Frank Public Relations Limited
- Industry: Public Relations
- Founded: 14 August 2000
- Founder: Graham Goodkind
- Headquarters: London, United Kingdom
- Key people: Graham Goodkind; Alex Grier; Bianca Lee-Chang;
- Website: welcometofrank.com

= Frank PR =

Frank Public Relations Limited, trading as Frank PR, is a consumer public relations agency based in Farringdon, London, United Kingdom.

It was founded in September 2000 by CEO Graham Goodkind. Graham still leads the business today, alongside MD Alex Grier and managing partners Melissa Robinson and Bianca Lee-Chang.

Frank PR is now an independent agency having completed an MBO in March 2021 from Enero Group, a specialist marketing and communications services company that is listed on the Australian Securities Exchange. In October 2007, Frank PR was originally acquired by Photon Group Limited (Photon), who subsequently changed its name to Enero Group on the 3rd of July 2012.

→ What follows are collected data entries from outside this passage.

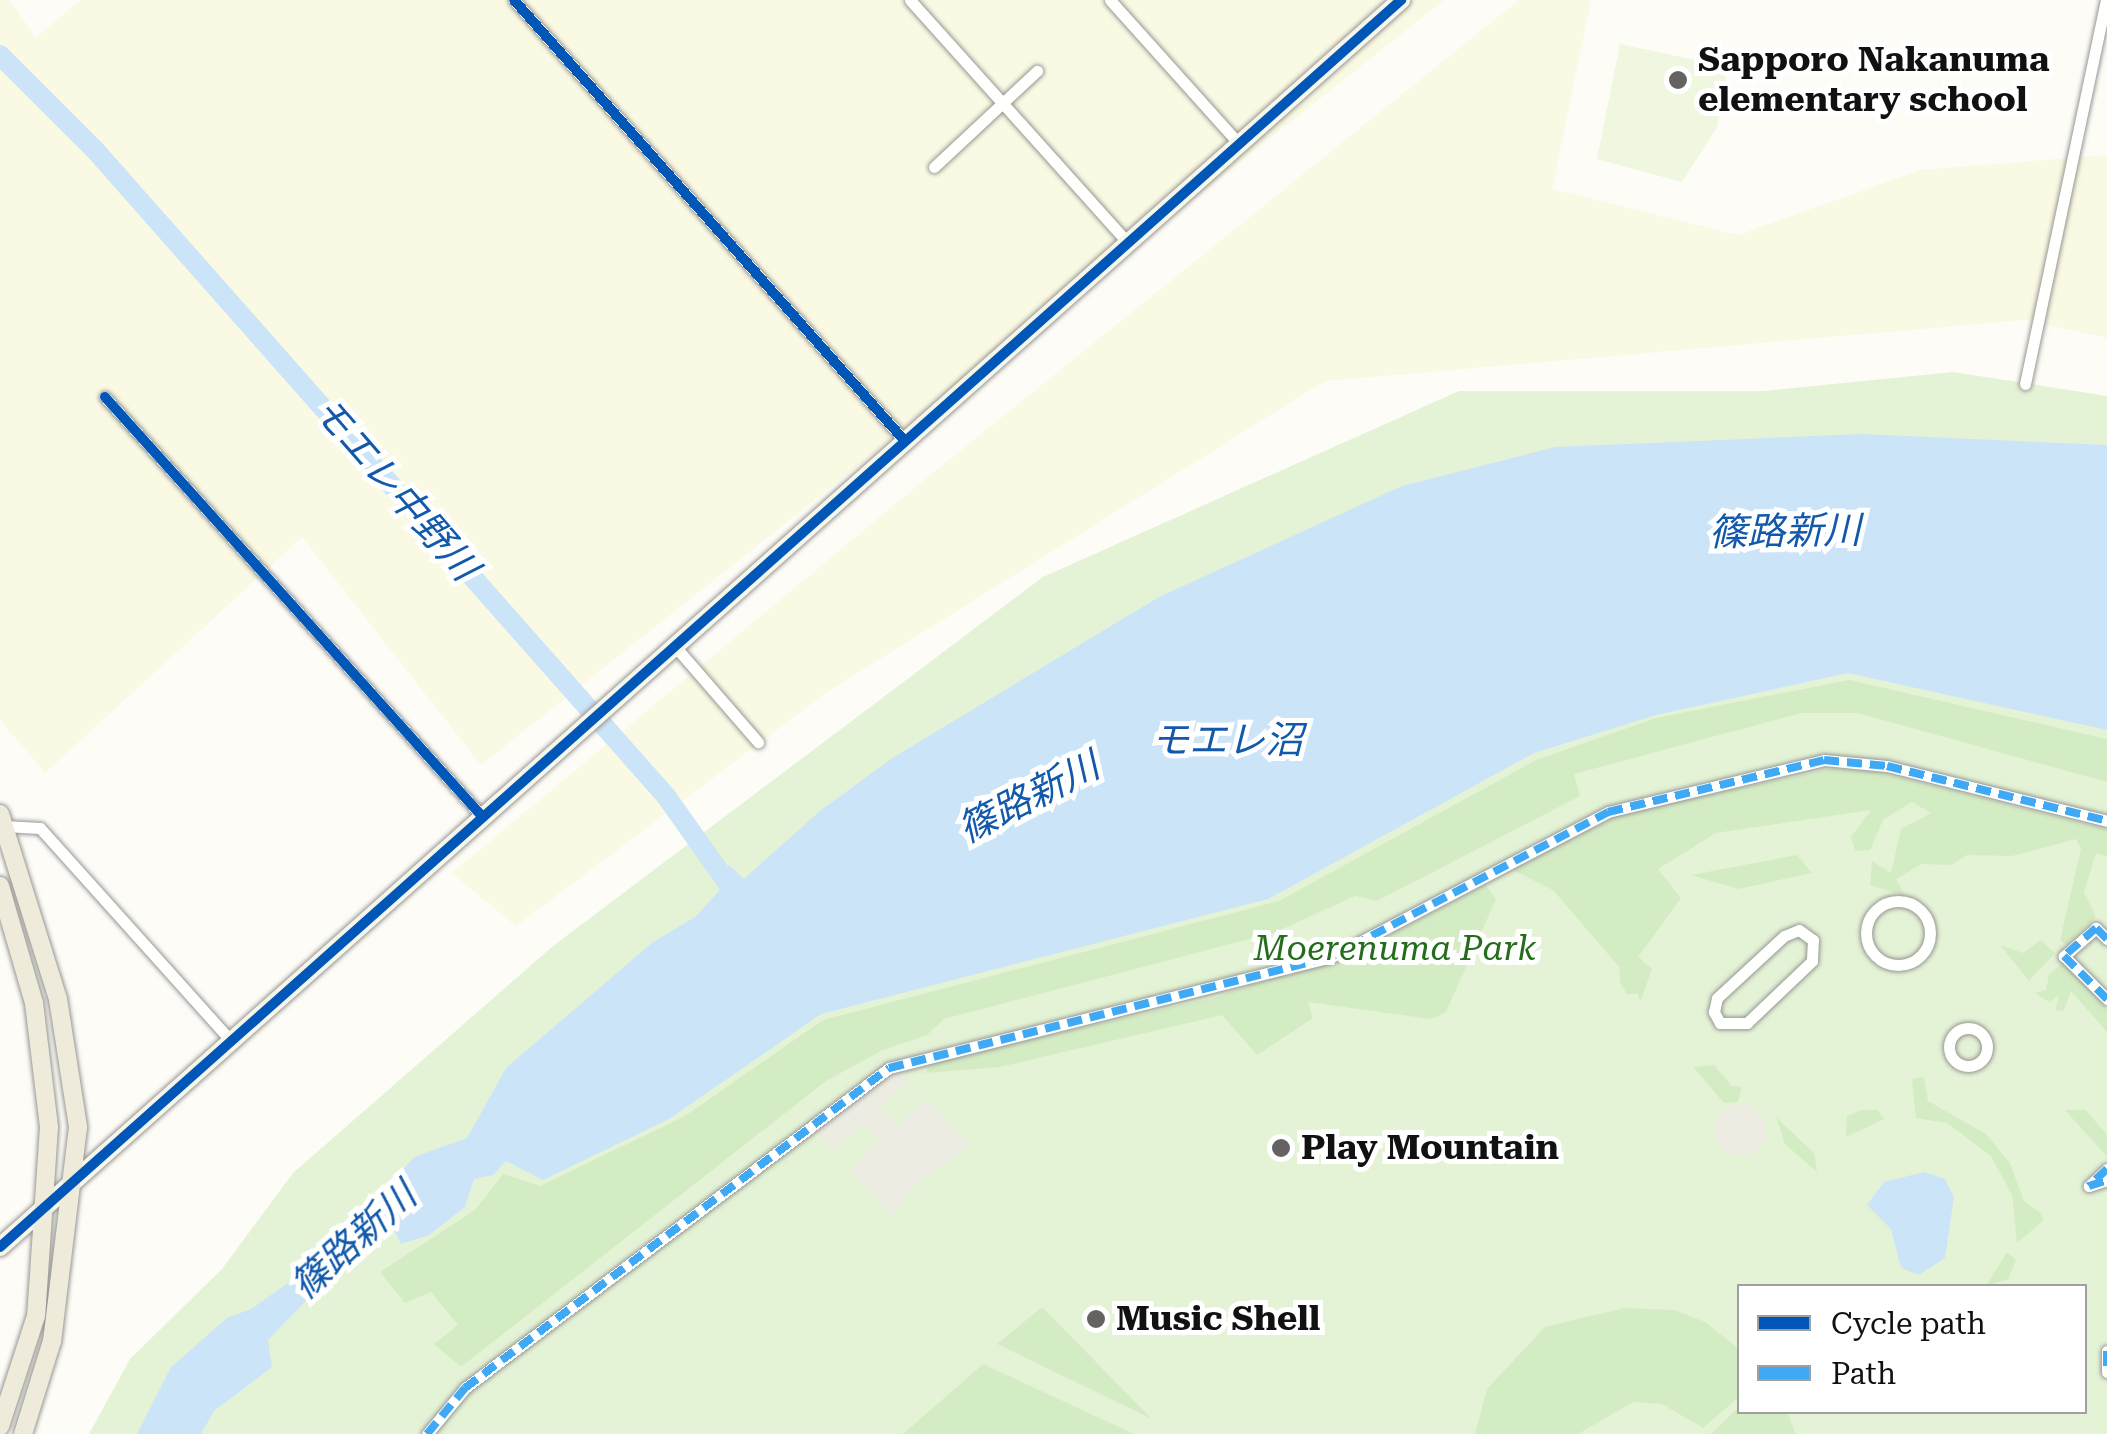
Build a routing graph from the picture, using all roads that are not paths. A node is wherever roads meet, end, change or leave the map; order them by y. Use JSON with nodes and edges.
{"nodes":[{"id":1,"x":514,"y":0,"type":"edge"},
{"id":2,"x":910,"y":0,"type":"edge"},
{"id":3,"x":1110,"y":0,"type":"edge"},
{"id":4,"x":1401,"y":0,"type":"edge"},
{"id":5,"x":2106,"y":0,"type":"edge"},
{"id":6,"x":1037,"y":71,"type":"dead end"},
{"id":7,"x":1002,"y":103,"type":"junction"},
{"id":8,"x":1238,"y":144,"type":"junction"},
{"id":9,"x":934,"y":168,"type":"dead end"},
{"id":10,"x":1127,"y":242,"type":"junction"},
{"id":11,"x":2025,"y":384,"type":"dead end"},
{"id":12,"x":105,"y":398,"type":"dead end"},
{"id":13,"x":904,"y":440,"type":"junction"},
{"id":14,"x":672,"y":644,"type":"junction"},
{"id":15,"x":758,"y":742,"type":"dead end"},
{"id":16,"x":480,"y":814,"type":"junction"},
{"id":17,"x":2,"y":820,"type":"edge"},
{"id":18,"x":2107,"y":820,"type":"edge"},
{"id":19,"x":0,"y":886,"type":"edge"},
{"id":20,"x":2107,"y":940,"type":"edge"},
{"id":21,"x":1918,"y":958,"type":"joint"},
{"id":22,"x":2107,"y":999,"type":"edge"},
{"id":23,"x":1746,"y":1022,"type":"joint"},
{"id":24,"x":232,"y":1041,"type":"junction"},
{"id":25,"x":2107,"y":1169,"type":"edge"},
{"id":26,"x":2107,"y":1180,"type":"edge"},
{"id":27,"x":72,"y":1184,"type":"junction"},
{"id":28,"x":43,"y":1210,"type":"junction"},
{"id":29,"x":0,"y":1247,"type":"edge"},
{"id":30,"x":2107,"y":1352,"type":"edge"},
{"id":31,"x":2107,"y":1372,"type":"edge"},
{"id":32,"x":0,"y":1426,"type":"edge"},
{"id":33,"x":23,"y":1434,"type":"edge"},
{"id":34,"x":427,"y":1434,"type":"edge"}],
"edges":[{"from":1,"to":13,"type":"street"},
{"from":2,"to":7,"type":"street"},
{"from":3,"to":8,"type":"street"},
{"from":4,"to":8,"type":"street"},
{"from":5,"to":11,"type":"street"},
{"from":6,"to":7,"type":"street"},
{"from":7,"to":9,"type":"street"},
{"from":7,"to":10,"type":"street"},
{"from":8,"to":10,"type":"street"},
{"from":10,"to":13,"type":"street"},
{"from":12,"to":16,"type":"street"},
{"from":13,"to":14,"type":"street"},
{"from":14,"to":15,"type":"street"},
{"from":14,"to":16,"type":"street"},
{"from":16,"to":24,"type":"street"},
{"from":17,"to":24,"type":"street"},
{"from":17,"to":27,"type":"main road"},
{"from":18,"to":34,"type":"street"},
{"from":19,"to":28,"type":"main road"},
{"from":20,"to":22,"type":"street"},
{"from":21,"to":21,"type":"street"},
{"from":23,"to":23,"type":"street"},
{"from":24,"to":27,"type":"street"},
{"from":25,"to":26,"type":"street"},
{"from":27,"to":28,"type":"street"},
{"from":27,"to":33,"type":"main road"},
{"from":28,"to":29,"type":"street"},
{"from":28,"to":32,"type":"main road"},
{"from":30,"to":31,"type":"street"}]}
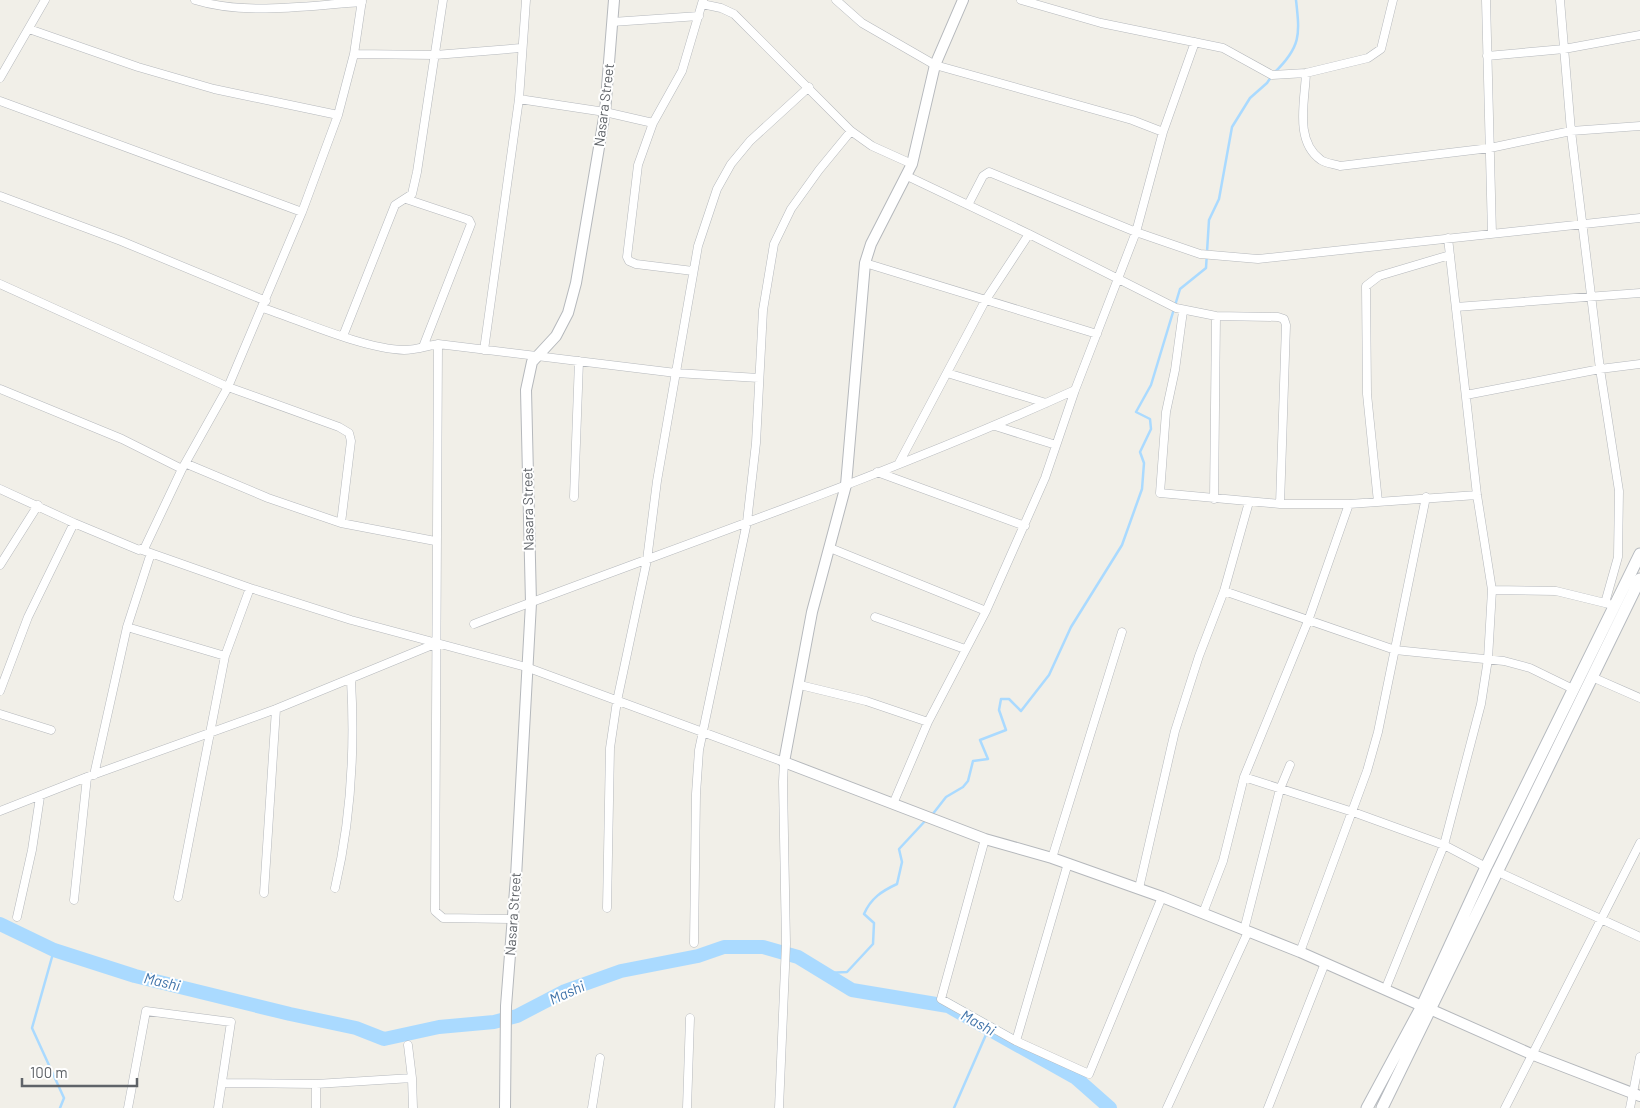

Frank PR specialises in providing consumer public relations consultancy services to leading brands and products, challenger brands, entrepreneurial organisations, charities and multinationals. As well as traditional consumer PR and media relations, Frank also has specialist teams offering social, digital, influencer, experiential, celebrity, corporate social responsibility, purpose-led and product placement based campaigns. Clients (as at April 2022) include Innocent Drinks, Huawei, Direct Line Group, TheFork, Skoda, KIND Snacks, G2 Esports, Herbalife and Weetabix. The agency still remains the only one to have won Marketing's PR Agency of the Year three times.

A recent campaign for Weetabix is among the agency's most recognized works. During the UK lockdown, Frank launched a social media campaign suggesting Heinz Baked Beans as a topping for Weetabix biscuits. The unconventional pairing gained significant traction, generating over a million shares within hours and prompting similar responses from other consumer brands. The engagement was so widespread that the campaign was even mentioned during a debate in the Houses of Commons.

The campaign resulted in a 15% sales uplift for Weetabix in that period and won a plethora of industry awards for Frank, including: Davos Communications Awards- Best PR Campaign; UK Social Media Awards- Best use of Twitter; UK Agency Awards- Campaign Effectiveness Award; UK Agency Awards- Best social media Award; UK Social Media Awards- Best Audience Engagement Campaign; UK Social Media Awards- Best use of social media for FMCG; UK Social Media Awards- Best Low Budget Campaign; The Drum Awards for Marketing- Social media Award; The Drum Awards for Marketing- FMCG Award; PR Moment Awards- Social media Campaign of the Year; Creative Moment- Funniest Campaign of the Year; Creative Moment, Stunt of the Year; PR Week- FMCG campaign of the year; Marketing Week Masters- Best Use of a Small Budget; Digital Impact Awards - Best use of Digital and The Digital Impact Awards - Best use of social media.

Frank is a member of the Public Relations and Communications Association (PRCA). Graham and Alex are listed in the 2022 edition of the PR Week UK Power Book as two of the most influential PR professionals in the country.